Talk about convenience. If you wanted to spend the night in your car, which might have been more comfortable than Ray and Ruby’s room, you could completely block the door for safety, except that nobody cared about safety back then and didn’t lock the doors to their houses or their cars.
They didn’t use seat belts either, which gave birth to the annual mid-summer statistics about the slaughter of thousands on the highways, probably in the family sedan, and certainly gave inspiration to the lovely, lyrical:
Around the curve,
Lickety split.
Beautiful car,
Wasn’t it?
Burma Shave
I’ll bet somebody actually got paid to write that.
Anyway, back to the family car trip, which was mostly spent in the oppressively hot back seat with the hot air from the open windows (1950’s air conditioning) blowing the smoke from my father’s cigarette in my face. Although I valiantly tried to improve my mind by reading my comic books, and vicariously improve my body by watching Charles Atlas kick sand in some bully’s face after he had turned a pale, scrawny body like mine into a stack of rippling muscles, there were just too many distractions.

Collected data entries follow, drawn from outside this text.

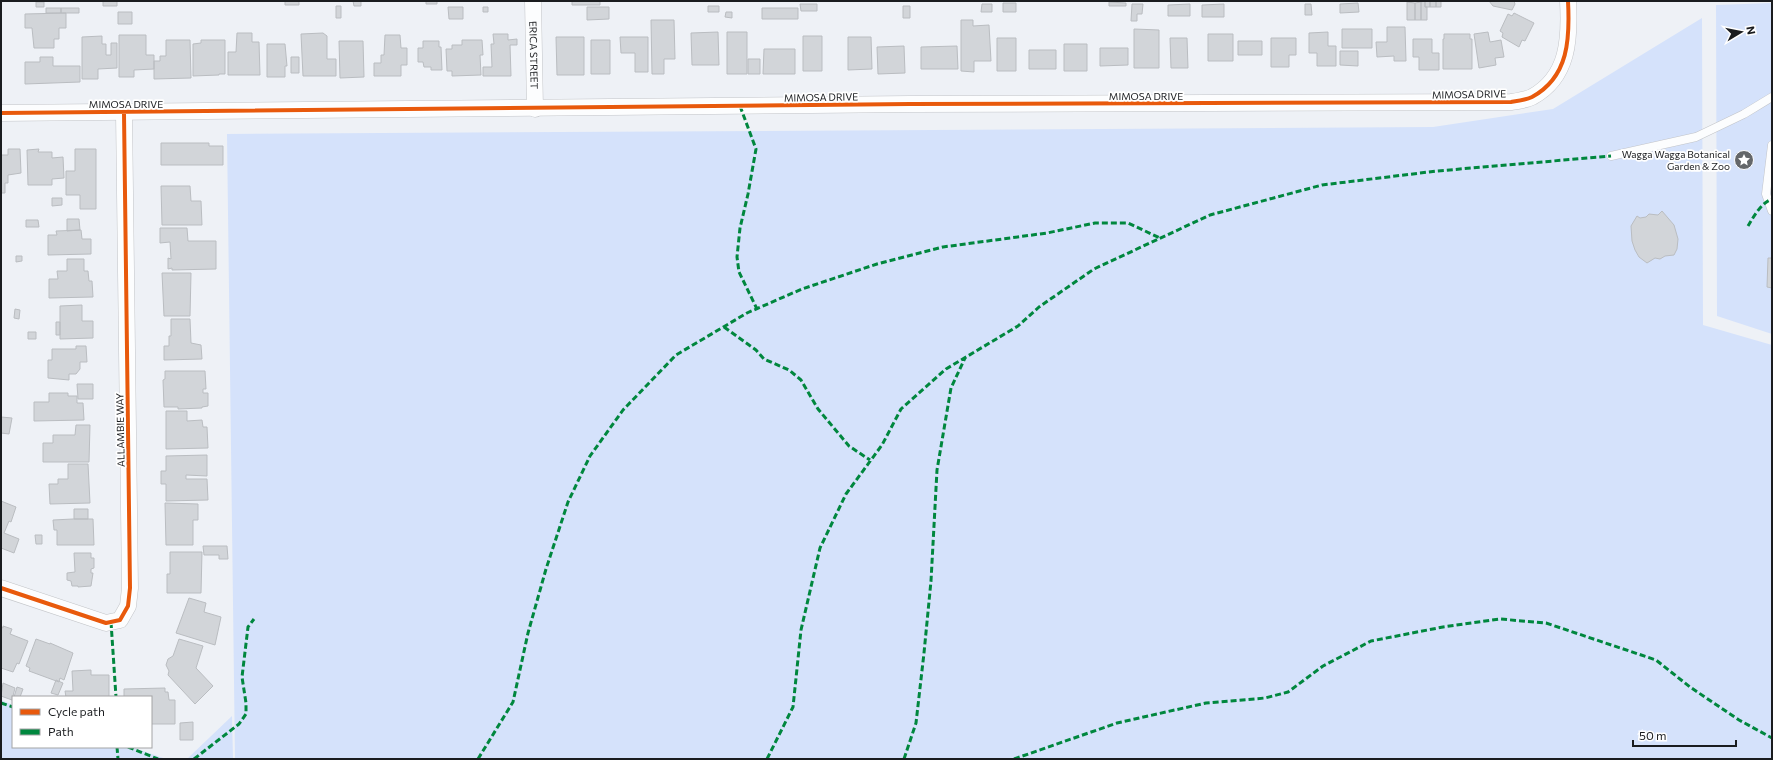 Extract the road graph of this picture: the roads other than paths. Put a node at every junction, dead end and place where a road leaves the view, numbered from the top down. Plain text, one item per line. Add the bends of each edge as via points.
1 (533, 1) edge
2 (1568, 1) edge
3 (1772, 97) edge
4 (534, 109) junction
5 (124, 112) junction
6 (1, 113) edge
7 (1772, 145) edge
8 (1611, 156) dead end
9 (1770, 176) edge
10 (1772, 211) edge
11 (1, 588) edge

1 - 4 street, ERICA STREET
2 - 4 street, MIMOSA DRIVE via 1568,43 1557,74 1546,87 1531,97 1511,102 910,104
3 - 8 lane via 1744,114 1696,137
4 - 5 street, MIMOSA DRIVE
5 - 6 street, MIMOSA DRIVE
5 - 11 street, ALLAMBIE WAY via 130,588 128,606 120,620 106,623
7 - 9 lane
9 - 10 lane via 1766,194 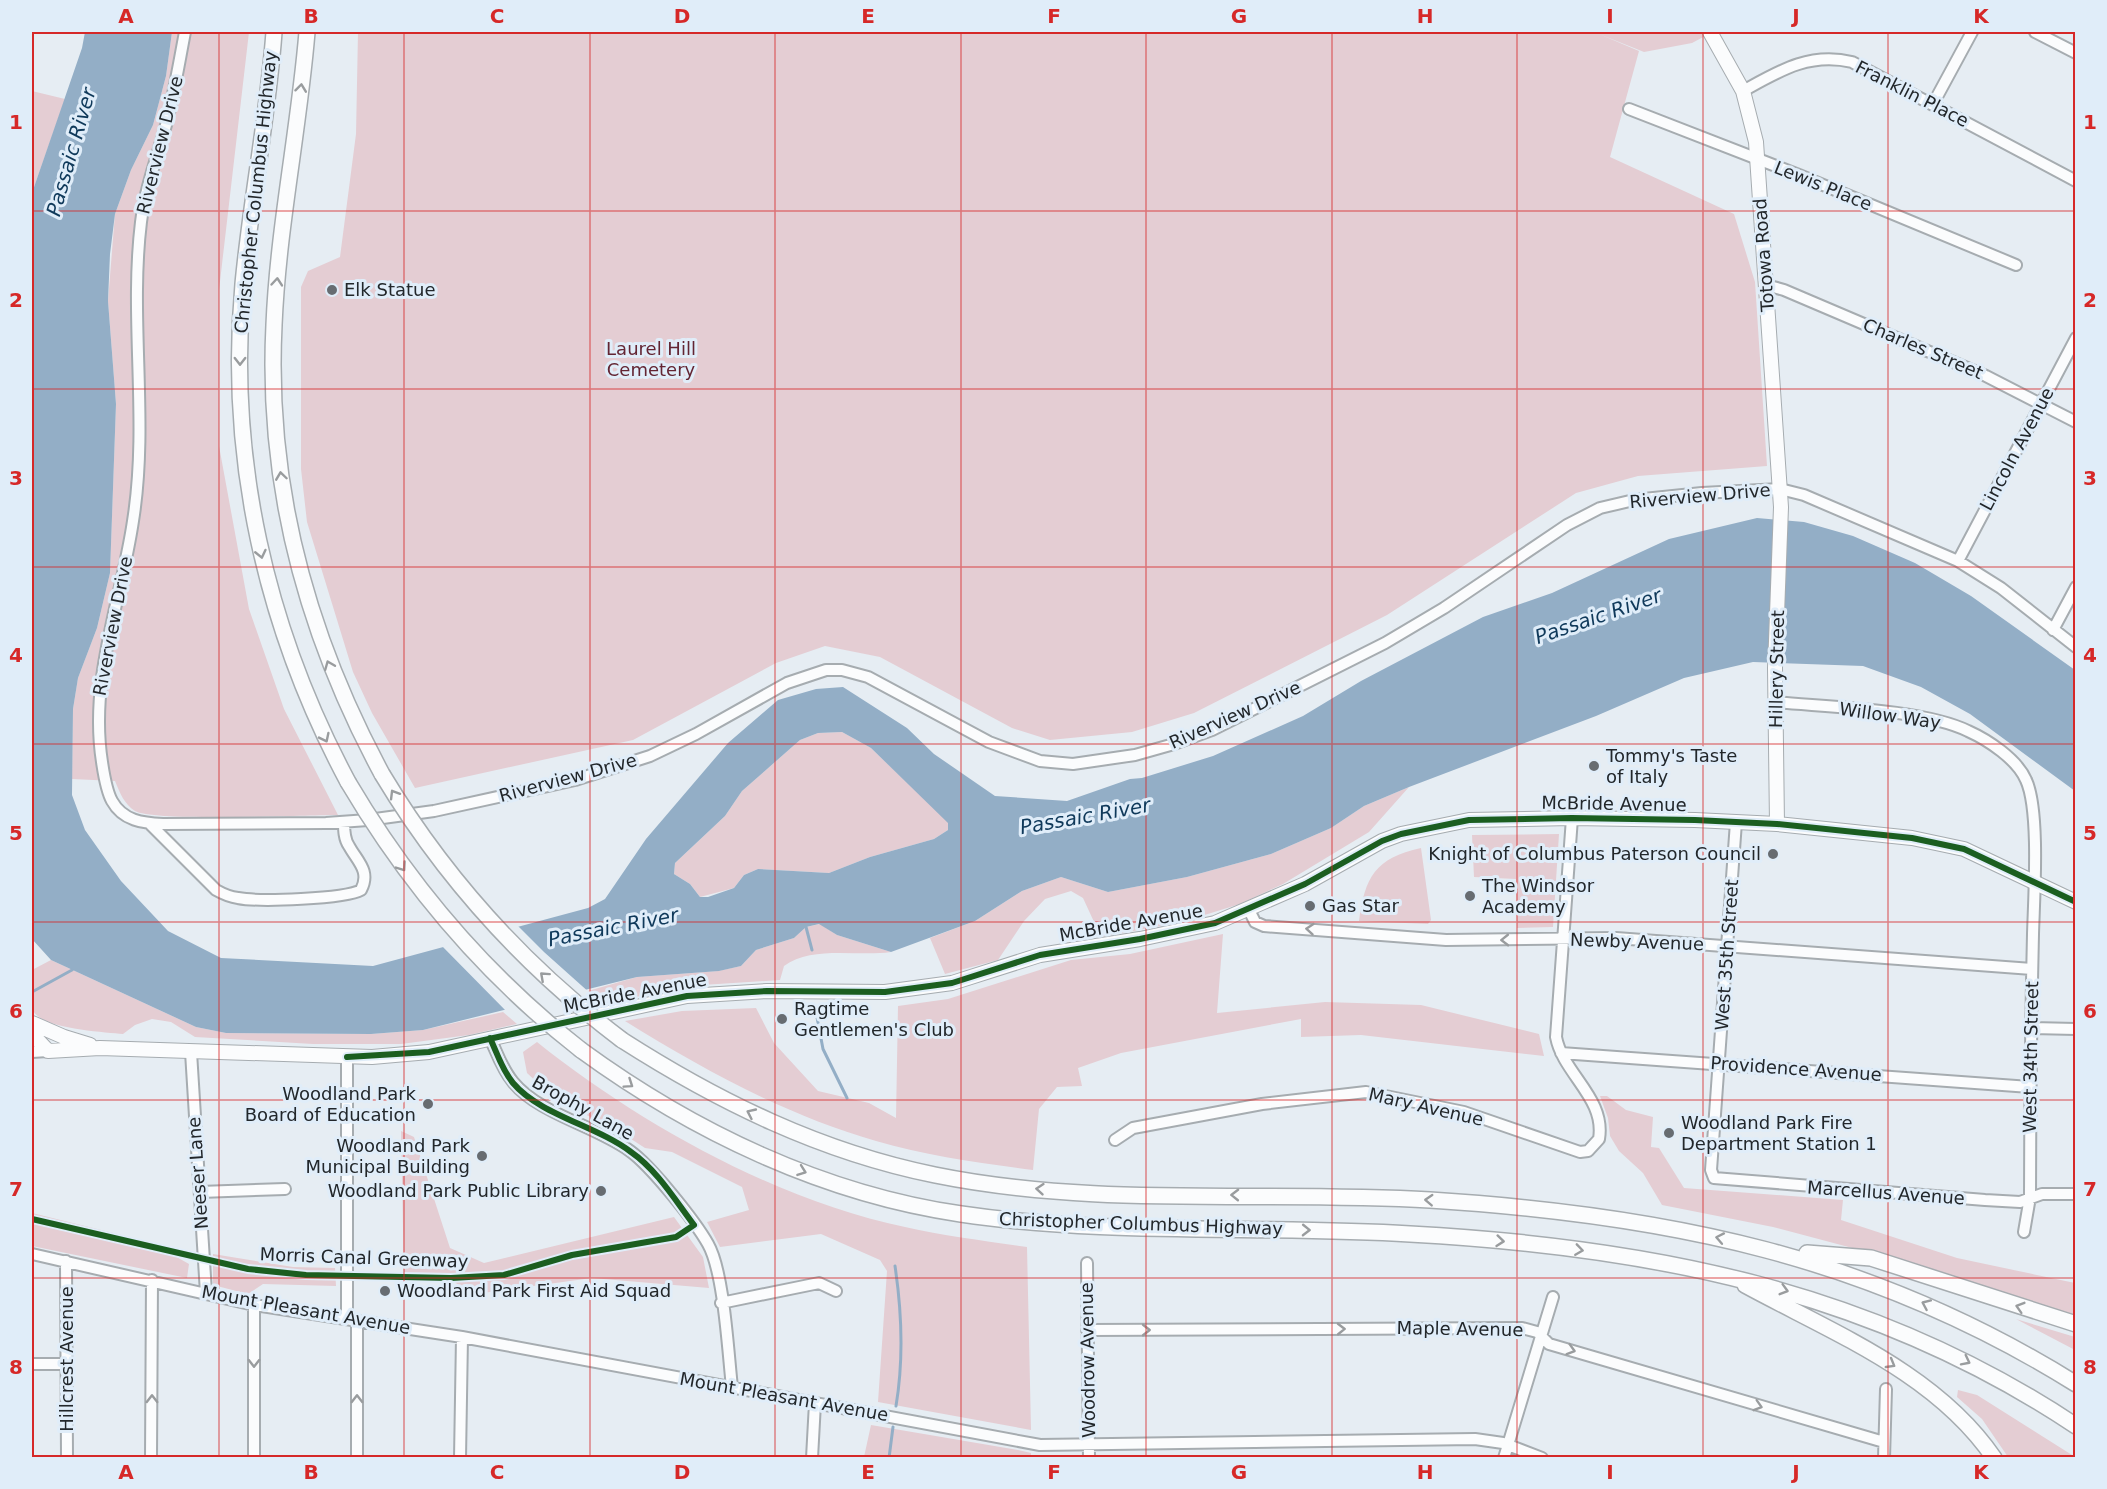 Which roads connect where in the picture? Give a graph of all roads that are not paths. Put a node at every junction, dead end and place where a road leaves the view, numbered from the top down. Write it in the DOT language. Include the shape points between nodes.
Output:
graph roads {
  1 [pos="185,32"];
  2 [pos="274,32"];
  3 [pos="307,32"];
  4 [pos="1710,32"];
  5 [pos="1972,32"];
  6 [pos="2035,32"];
  7 [pos="2076,53"];
  8 [pos="1743,91"];
  9 [pos="1933,105"];
  10 [pos="1629,109"];
  11 [pos="1758,160"];
  12 [pos="2076,181"];
  13 [pos="2016,265"];
  14 [pos="1766,285"];
  15 [pos="2076,338"];
  16 [pos="2041,404"];
  17 [pos="2076,422"];
  18 [pos="1780,489"];
  19 [pos="1781,511"];
  20 [pos="1958,561"];
  21 [pos="2076,587"];
  22 [pos="2053,630"];
  23 [pos="2076,647"];
  24 [pos="1775,702"];
  25 [pos="1572,818"];
  26 [pos="344,822"];
  27 [pos="1736,822"];
  28 [pos="149,823"];
  29 [pos="1777,824"];
  30 [pos="2034,882"];
  31 [pos="2076,902"];
  32 [pos="1249,910"];
  33 [pos="1563,940"];
  34 [pos="1727,946"];
  35 [pos="2032,969"];
  36 [pos="32,1023"];
  37 [pos="2032,1028"];
  38 [pos="2076,1029"];
  39 [pos="32,1034"];
  40 [pos="490,1038"];
  41 [pos="100,1048"];
  42 [pos="48,1051"];
  43 [pos="32,1052"];
  44 [pos="191,1052"];
  45 [pos="1561,1053"];
  46 [pos="347,1057"];
  47 [pos="1719,1063"];
  48 [pos="2030,1087"];
  49 [pos="1115,1140"];
  50 [pos="1712,1160"];
  51 [pos="285,1189"];
  52 [pos="200,1192"];
  53 [pos="2076,1194"];
  54 [pos="2030,1197"];
  55 [pos="2024,1232"];
  56 [pos="1776,1251"];
  57 [pos="32,1254"];
  58 [pos="66,1261"];
  59 [pos="1087,1263"];
  60 [pos="1728,1275"];
  61 [pos="153,1280"];
  62 [pos="836,1291"];
  63 [pos="206,1293"];
  64 [pos="1553,1296"];
  65 [pos="721,1303"];
  66 [pos="254,1305"];
  67 [pos="352,1320"];
  68 [pos="2076,1324"];
  69 [pos="1087,1330"];
  70 [pos="1540,1336"];
  71 [pos="462,1337"];
  72 [pos="32,1364"];
  73 [pos="67,1364"];
  74 [pos="2076,1384"];
  75 [pos="732,1388"];
  76 [pos="1886,1389"];
  77 [pos="815,1403"];
  78 [pos="2076,1426"];
  79 [pos="1884,1442"];
  80 [pos="1089,1445"];
  81 [pos="1508,1445"];
  82 [pos="67,1458"];
  83 [pos="151,1458"];
  84 [pos="254,1458"];
  85 [pos="357,1458"];
  86 [pos="460,1458"];
  87 [pos="812,1458"];
  88 [pos="1089,1458"];
  89 [pos="1504,1458"];
  90 [pos="1542,1458"];
  91 [pos="1884,1458"];
  92 [pos="1994,1458"];
  1 -- 28 [label="street, Riverview Drive" via="173,97 141,221 139,472 98,704 100,749 112,802 127,818"];
  2 -- 60 [label="highway, Christopher Columbus Highway, one-way, bridge" via="240,321 240,396 251,508 278,618 303,688 348,782 385,843 451,929 526,1005 581,1050 668,1108 735,1143 843,1185 930,1209 992,1219 1069,1224 1466,1238 1607,1254"];
  56 -- 3 [label="highway, Christopher Columbus Highway, one-way, bridge" via="1657,1226 1504,1206 1395,1198 1077,1191 935,1175 832,1146 702,1089 622,1040 564,994 485,916 439,861 382,774 338,686 313,619 286,510 276,435 273,362 276,287"];
  4 -- 8 [label="main road, Totowa Road"];
  5 -- 9 [label="street"];
  6 -- 7 [label="street"];
  8 -- 9 [label="street, Franklin Place" via="1799,62 1830,58 1852,62"];
  8 -- 11 [label="main road, Totowa Road"];
  9 -- 12 [label="street, Franklin Place"];
  10 -- 11 [label="street, Lewis Place"];
  11 -- 13 [label="street, Lewis Place"];
  11 -- 14 [label="main road, Totowa Road"];
  14 -- 16 [label="street, Charles Street" via="1986,376"];
  14 -- 18 [label="main road, Totowa Road"];
  15 -- 16 [label="street, Lincoln Avenue"];
  16 -- 17 [label="street, Charles Street"];
  16 -- 20 [label="street, Lincoln Avenue"];
  18 -- 19 [label="main road, Totowa Road"];
  18 -- 20 [label="street" via="1804,495"];
  18 -- 26 [label="street, Riverview Drive" via="1634,500 1583,516 1385,643 1212,730 1145,752 1073,764 1040,761 989,742 868,677 826,670 787,683 696,734 625,766 434,811"];
  19 -- 24 [label="main road, Hillery Street"];
  20 -- 22 [label="street" via="2001,588"];
  21 -- 22 [label="street"];
  22 -- 23 [label="street"];
  24 -- 29 [label="main road, Hillery Street"];
  24 -- 30 [label="street, Willow Way" via="1948,723 1987,743 2019,769 2030,790"];
  25 -- 27 [label="main road, McBride Avenue"];
  25 -- 32 [label="main road, McBride Avenue" via="1469,820 1401,834"];
  25 -- 33 [label="street"];
  26 -- 28 [label="street, Riverview Drive"];
  26 -- 28 [label="street" via="346,840 363,867 361,890 346,896 248,899 226,896 216,890"];
  27 -- 29 [label="main road, McBride Avenue"];
  27 -- 34 [label="street, West 35th Street"];
  29 -- 30 [label="main road, McBride Avenue" via="1942,843 1964,849"];
  30 -- 31 [label="main road, McBride Avenue"];
  30 -- 35 [label="street, West 34th Street"];
  33 -- 32 [label="street, Newby Avenue, one-way" via="1446,940 1264,926 1256,922"];
  32 -- 40 [label="main road, McBride Avenue" via="1194,928 1040,955 927,988 885,992 726,991"];
  33 -- 34 [label="street, Newby Avenue" via="1616,938"];
  33 -- 45 [label="street" via="1556,1030"];
  34 -- 35 [label="street, Newby Avenue"];
  34 -- 47 [label="street, West 35th Street"];
  35 -- 37 [label="street, West 34th Street"];
  36 -- 41 [label="main road, McBride Avenue"];
  37 -- 38 [label="street"];
  37 -- 48 [label="street, West 34th Street"];
  39 -- 42 [label="main road"];
  40 -- 46 [label="main road, McBride Avenue" via="429,1052"];
  40 -- 65 [label="street, Brophy Lane" via="506,1073 522,1092 618,1143 655,1174 708,1243 716,1265"];
  41 -- 42 [label="main road, McBride Avenue"];
  41 -- 44 [label="main road, McBride Avenue"];
  42 -- 43 [label="street"];
  44 -- 46 [label="main road, McBride Avenue"];
  44 -- 52 [label="street, Neeser Lane"];
  45 -- 47 [label="street, Providence Avenue"];
  45 -- 49 [label="street, Mary Avenue" via="1600,1120 1599,1139 1588,1151 1580,1152 1464,1112 1366,1092 1262,1104 1133,1128"];
  46 -- 67 [label="street"];
  47 -- 48 [label="street, Providence Avenue"];
  47 -- 50 [label="street, West 35th Street"];
  48 -- 54 [label="street, West 34th Street"];
  50 -- 54 [label="street, Marcellus Avenue" via="1716,1180 2020,1202"];
  51 -- 52 [label="street"];
  52 -- 63 [label="street, Neeser Lane"];
  53 -- 54 [label="street, Marcellus Avenue"];
  54 -- 55 [label="street, West 34th Street"];
  68 -- 56 [label="highway, one-way" via="1871,1258"];
  74 -- 56 [label="highway, Christopher Columbus Highway, one-way" via="2002,1340 1927,1304 1863,1278"];
  57 -- 58 [label="street, Mount Pleasant Avenue"];
  58 -- 61 [label="street, Mount Pleasant Avenue"];
  58 -- 73 [label="street, Hillcrest Avenue"];
  59 -- 69 [label="street, Woodrow Avenue"];
  60 -- 78 [label="highway, Christopher Columbus Highway, one-way" via="1836,1306 1906,1333 1991,1374"];
  60 -- 92 [label="highway, one-way" via="1924,1385 1971,1427"];
  61 -- 63 [label="street, Mount Pleasant Avenue"];
  83 -- 61 [label="street, one-way"];
  62 -- 65 [label="street" via="819,1283"];
  63 -- 66 [label="street, Mount Pleasant Avenue"];
  64 -- 70 [label="street"];
  65 -- 75 [label="street, Brophy Lane"];
  66 -- 67 [label="street, Mount Pleasant Avenue"];
  66 -- 84 [label="street, one-way"];
  67 -- 71 [label="street, Mount Pleasant Avenue"];
  85 -- 67 [label="street, one-way"];
  69 -- 70 [label="street, Maple Avenue, one-way" via="1508,1327 1533,1330"];
  69 -- 80 [label="street, Woodrow Avenue"];
  70 -- 79 [label="street, Maple Avenue, one-way" via="1549,1344"];
  70 -- 81 [label="street"];
  71 -- 75 [label="street, Mount Pleasant Avenue"];
  71 -- 86 [label="street"];
  72 -- 73 [label="street"];
  73 -- 82 [label="street, Hillcrest Avenue"];
  75 -- 77 [label="street, Mount Pleasant Avenue"];
  76 -- 79 [label="street"];
  77 -- 80 [label="street, Mount Pleasant Avenue" via="1030,1443"];
  77 -- 87 [label="street"];
  79 -- 91 [label="street"];
  80 -- 81 [label="street, Mount Pleasant Avenue" via="1475,1438"];
  80 -- 88 [label="street, Woodrow Avenue"];
  81 -- 89 [label="street"];
  81 -- 90 [label="street, Mount Pleasant Avenue"];
}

My brother always wanted to play Hangman or Battleship–with paper and pencil for God’s sake, not even a game board. As soon as he cheated me out of my rightful victory by quoting some new rule that always seemed to favor his situation, it was time to ask for the twelfth time if we were there yet, and start whining about some place to eat, invariably a contest between a cozy tavern where my father could get a frosty mug of Schlitz and a drive-in where we could get a frosty mug of A&W root beer.
Because the driver could keep going and torture our bladders into submission, the tavern generally won the day, but at least we got a burger, potato chips, a Pepsi, and ten minutes to slide steel discs down the shuffleboard, all in all, not a bad consolation prize, considering we could have been forced to eat real food.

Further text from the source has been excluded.